Over the years we have definitely forged a sense of “belonging” in Chester. We have friends, a wonderful church home and I constantly see people I know at the grocery store, that’s a sure sign of “belonging” somewhere, right? I love it here; I have the sense of contentment of living in a small town without the hassle of everyone knowing our dirty laundry (besides what I write in here haha). If you grew up in a super small town you know what I mean. I think what it boils down to is that things just aren’t the same anymore. I can take my kids to the pool, feed them sandwiches (but definitely not American and bologna) and take them to ball fields and let them run and chase lightning bugs and it still wouldn’t be the same, because time has moved on. The air is not as sweet, the time is not moving as slow and the world is spinning just a bit faster.
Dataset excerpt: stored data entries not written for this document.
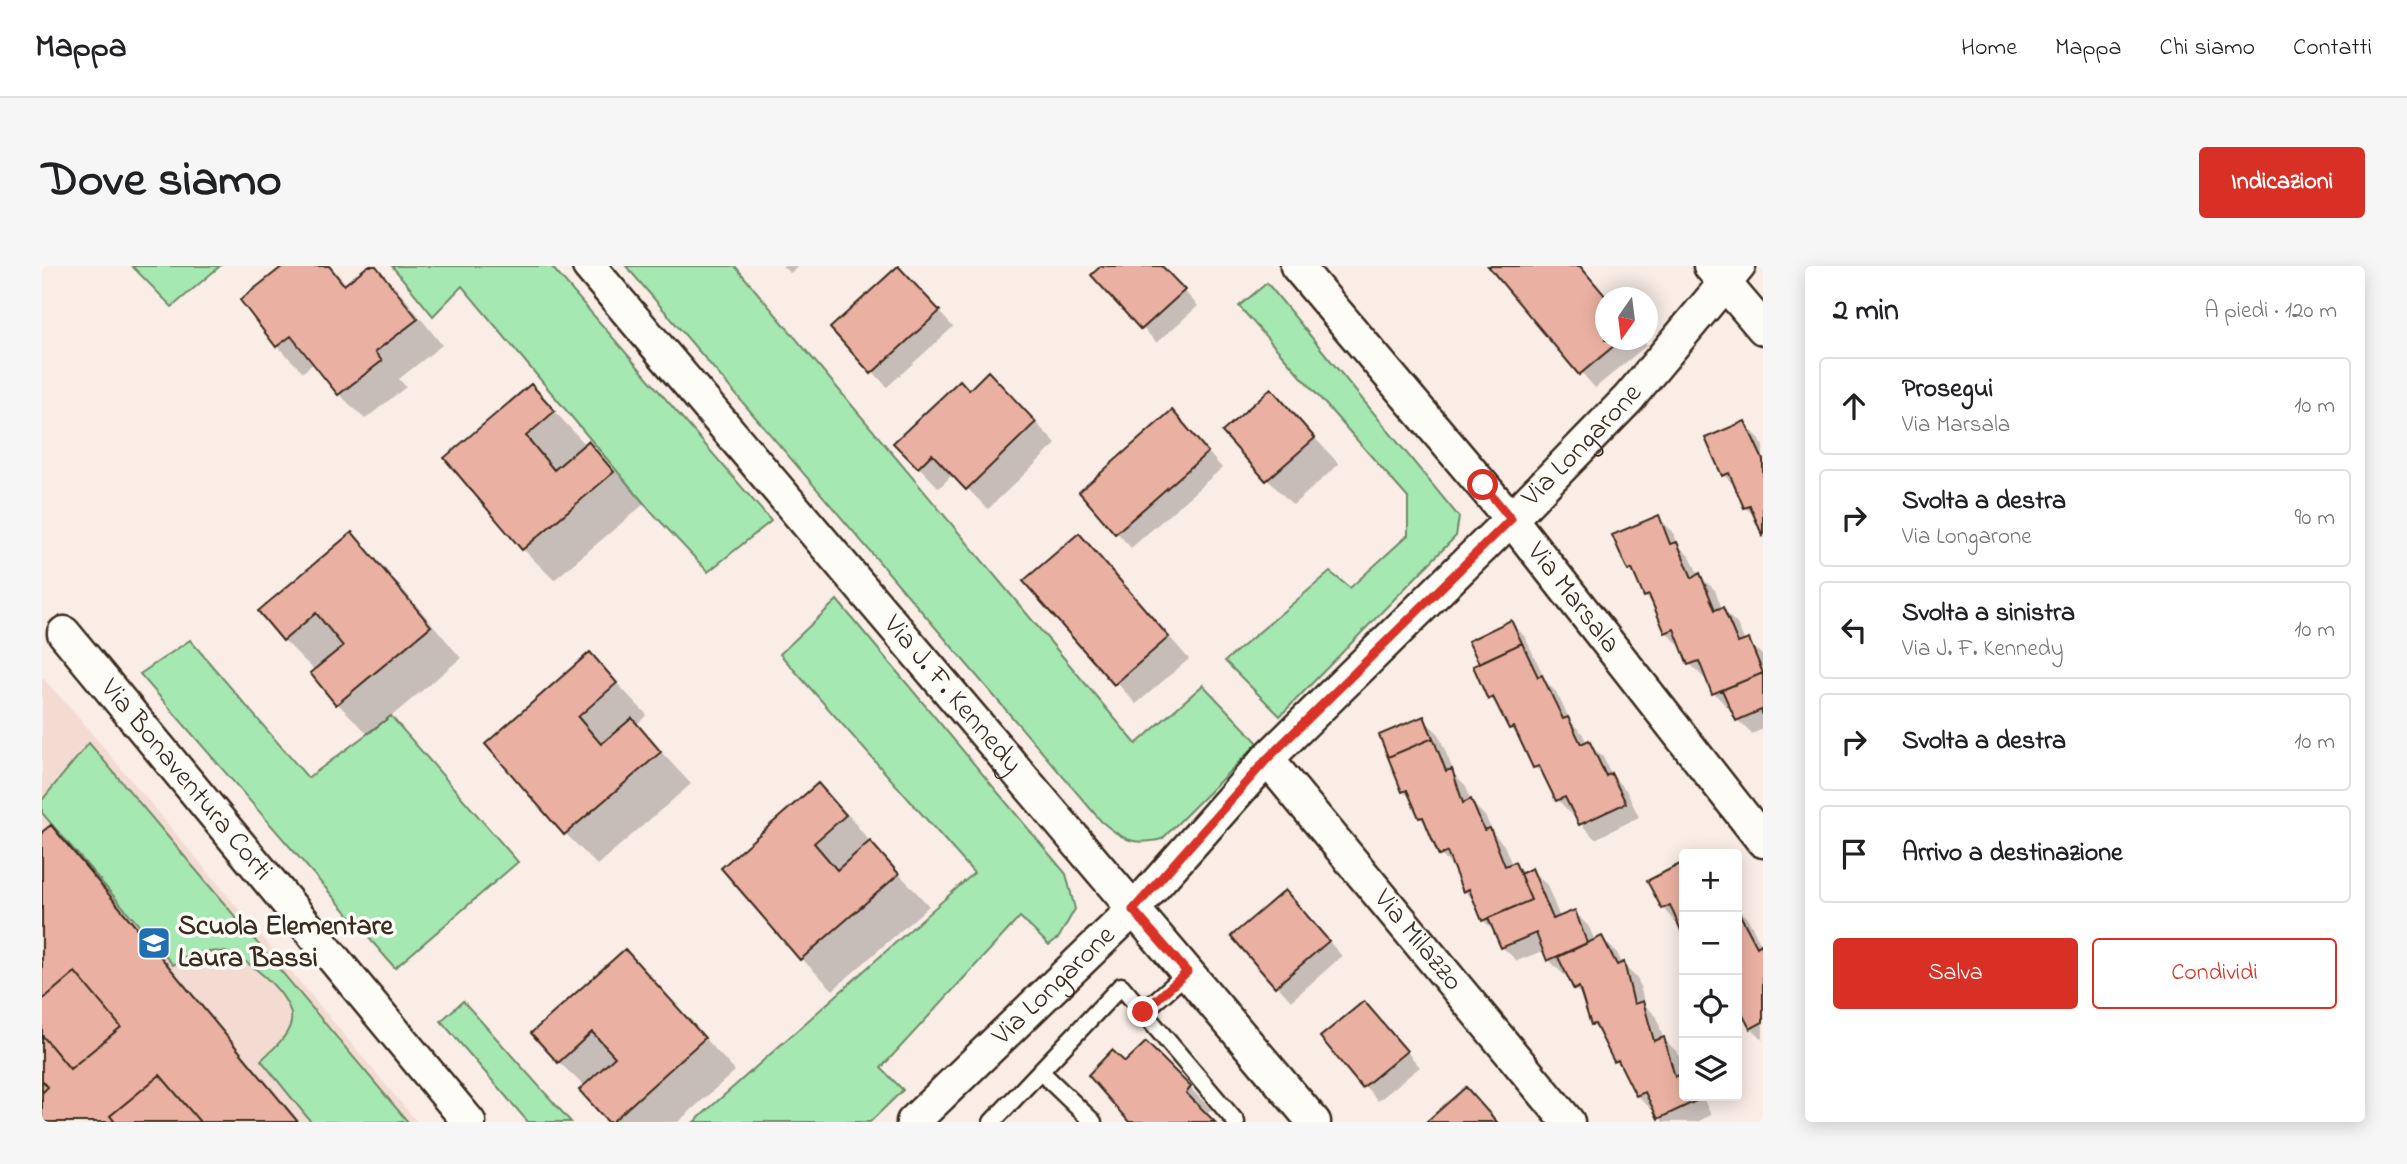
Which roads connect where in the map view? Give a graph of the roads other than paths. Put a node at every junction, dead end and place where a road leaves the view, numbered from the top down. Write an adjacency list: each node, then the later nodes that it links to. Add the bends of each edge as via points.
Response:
1 (589, 266): 9 (street, Via J. F. Kennedy)
2 (1297, 266): 5 (street, Via Marsala)
3 (1725, 272): 4 (street); 5 (street, Via Longarone, via 1628,399)
4 (1763, 328)
5 (1511, 519): 7 (street, Via Longarone); 8 (street, Via Marsala)
6 (64, 633): 13 (street, Via Bonaventura Corti)
7 (1267, 759): 9 (street, Via Longarone); 19 (street, Via Milazzo)
8 (1763, 841)
9 (1133, 910): 10 (street, Via J. F. Kennedy); 14 (street, Via Longarone)
10 (1187, 972): 11 (lane); 18 (street, Via J. F. Kennedy)
11 (1143, 1012): 12 (lane, via 1121,986); 17 (lane)
12 (1040, 1071): 15 (lane); 16 (lane)
13 (469, 1122)
14 (913, 1122)
15 (992, 1122)
16 (1093, 1122)
17 (1236, 1122)
18 (1314, 1122)
19 (1568, 1122)

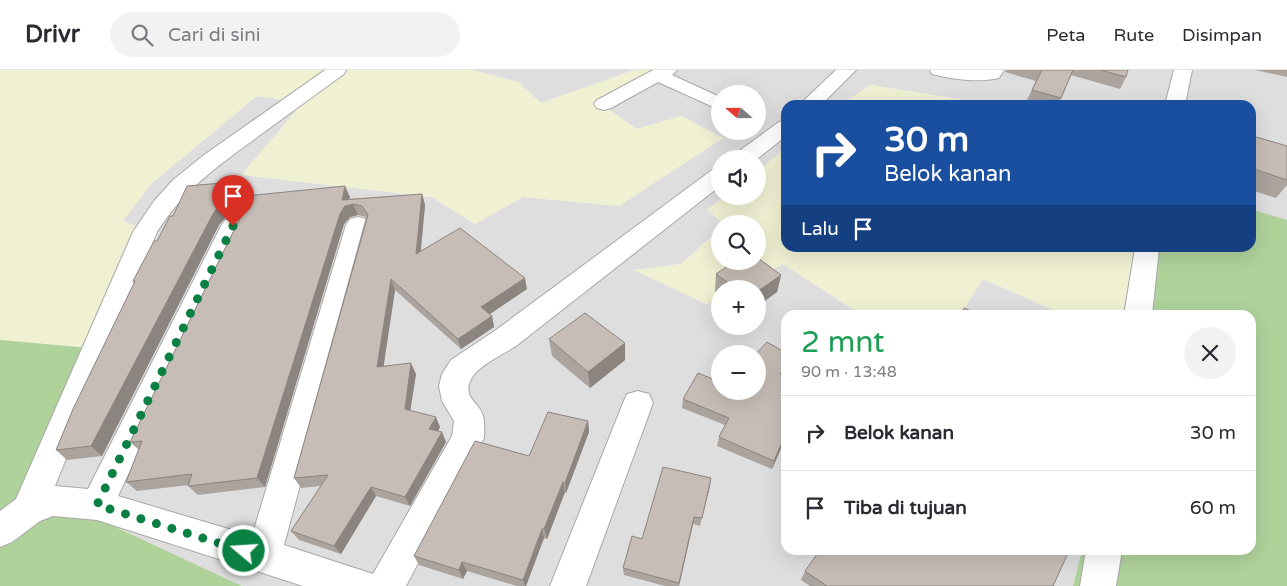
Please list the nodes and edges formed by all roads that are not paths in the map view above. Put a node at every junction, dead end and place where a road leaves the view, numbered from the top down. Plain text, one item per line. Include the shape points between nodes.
1 (337, 70) edge
2 (847, 70) edge
3 (939, 70) edge
4 (995, 70) edge
5 (1183, 70) edge
6 (662, 73) edge
7 (711, 99) edge
8 (814, 100) edge
9 (1175, 100) edge
10 (604, 104) dead end
11 (766, 124) edge
12 (781, 128) edge
13 (781, 130) edge
14 (755, 150) edge
15 (711, 182) edge
16 (358, 225) dead end
17 (233, 226) dead end
18 (1146, 252) edge
19 (1139, 310) edge
20 (638, 403) dead end
21 (97, 505) junction
22 (28, 510) junction
23 (0, 531) edge
24 (1103, 555) edge
25 (263, 557) junction
26 (360, 586) edge
27 (386, 586) edge
28 (568, 586) edge
29 (1098, 586) edge

1 - 22 street via 212,160 181,185 162,206 145,232
2 - 8 street
3 - 4 street via 980,75 992,74
5 - 9 street
6 - 7 street
6 - 10 street
11 - 12 street
13 - 14 street
15 - 27 street via 504,339 462,367 454,380 454,392 457,403 469,418 468,438
16 - 25 street
17 - 21 street
18 - 19 street
20 - 28 street
21 - 22 street via 53,501
21 - 25 street
22 - 23 street
24 - 29 street
25 - 26 street

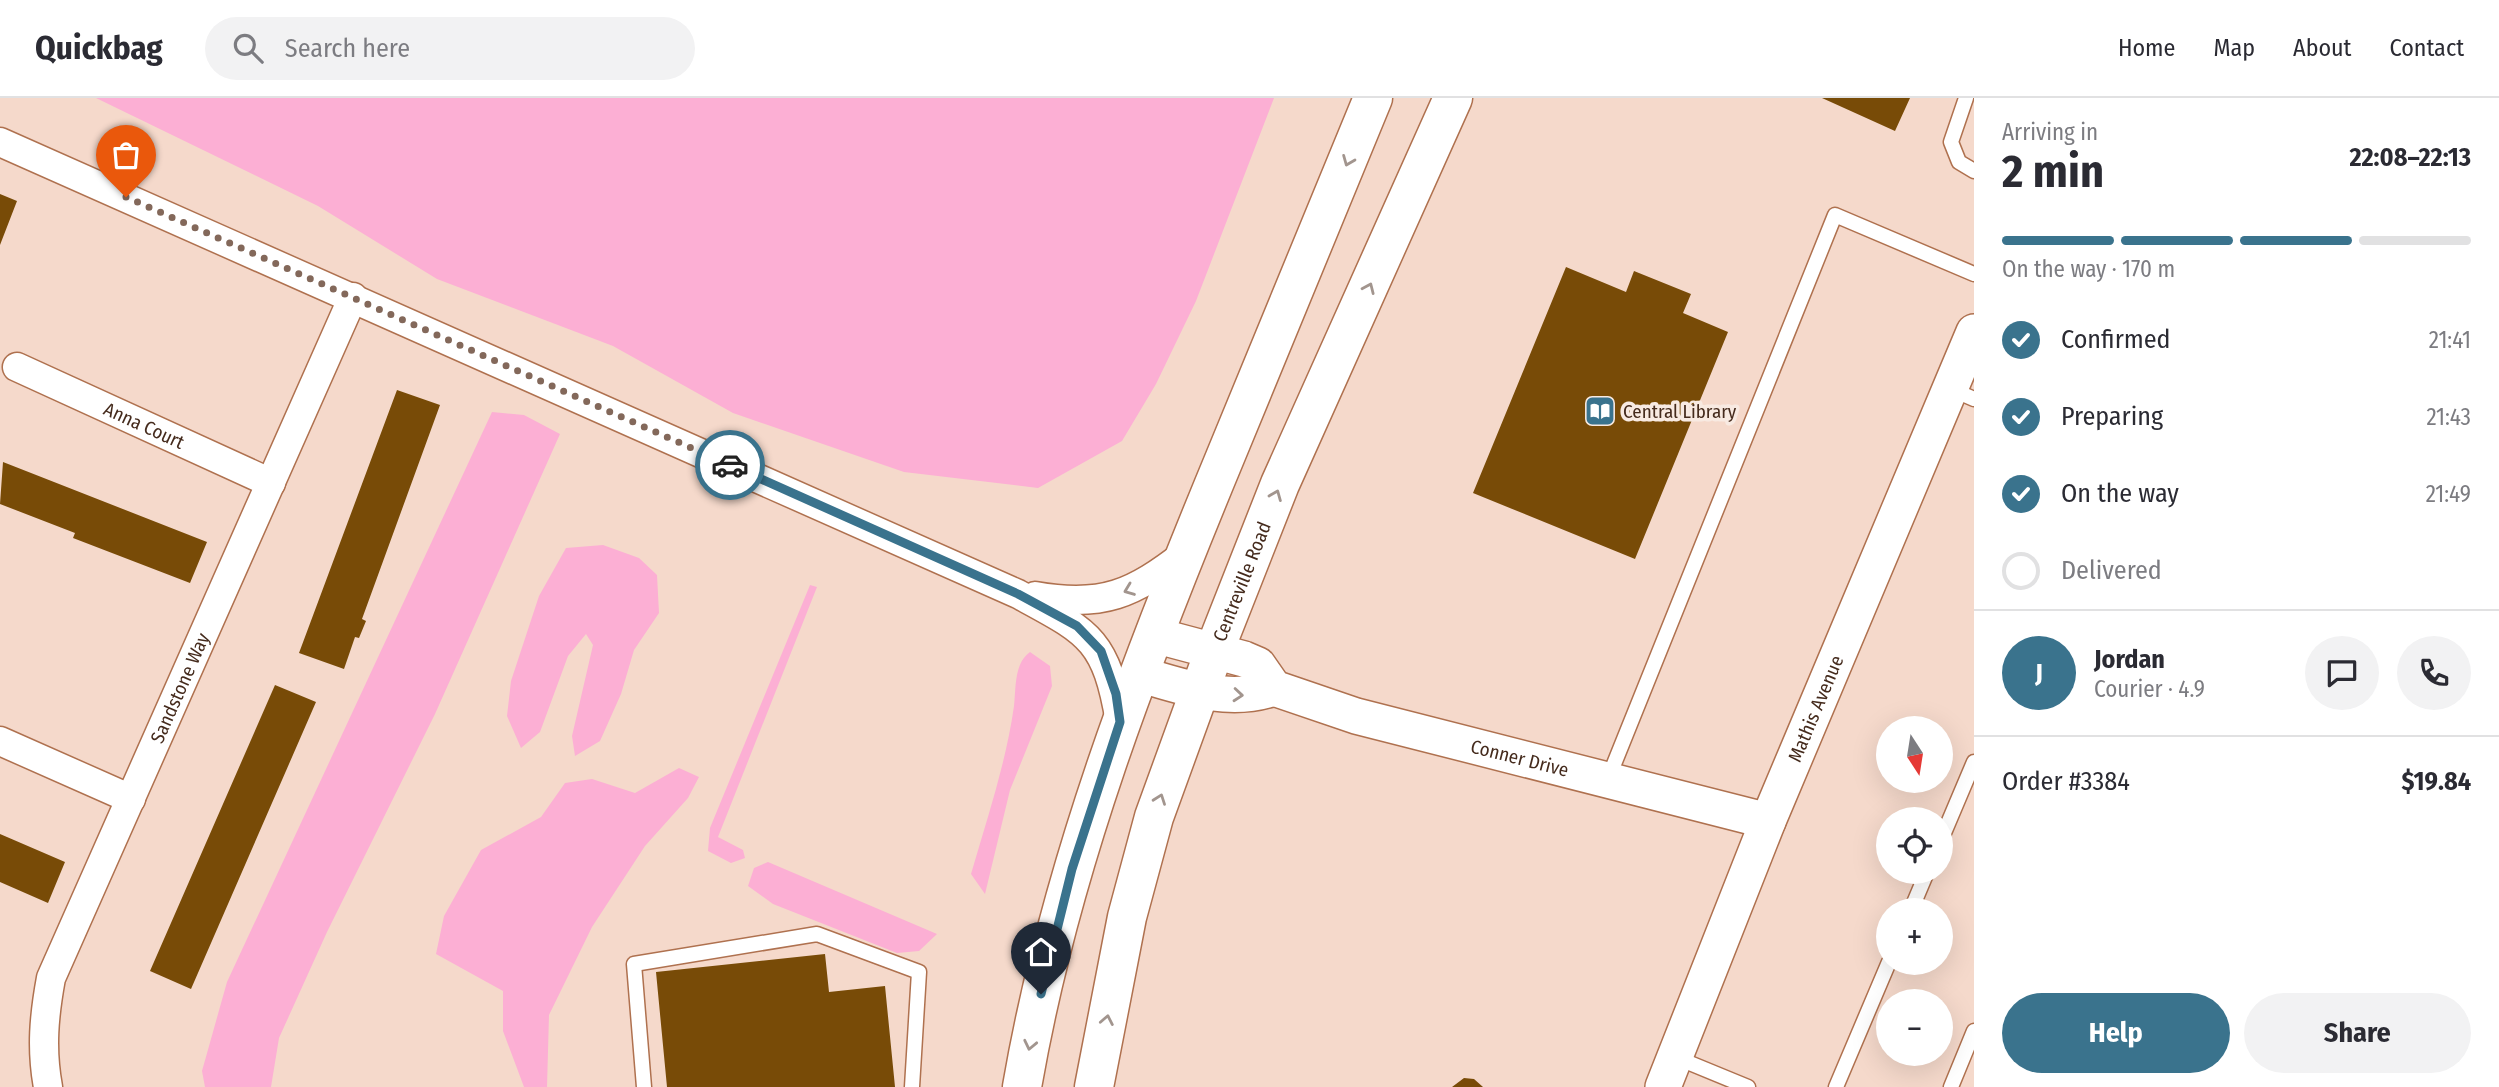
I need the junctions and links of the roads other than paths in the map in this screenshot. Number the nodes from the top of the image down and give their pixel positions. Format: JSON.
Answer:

The slow, languid days of the summers of our youth are gone. I can only hope that 25 years from now my two darlings will look back and say, “Wow, what happened; summer used to drag on forever, we used to have so much fun swimming in the river and cleaning crabs with Pop and hunting for fossils.” And “Remember when Mom would make us popsicles and take us for ice cream and jumping waves at the beach, and that summer we got a puppy. When did the summer’s start going so fast?” Oh sweet babies, life will surely march on, and it just gets faster and faster each year.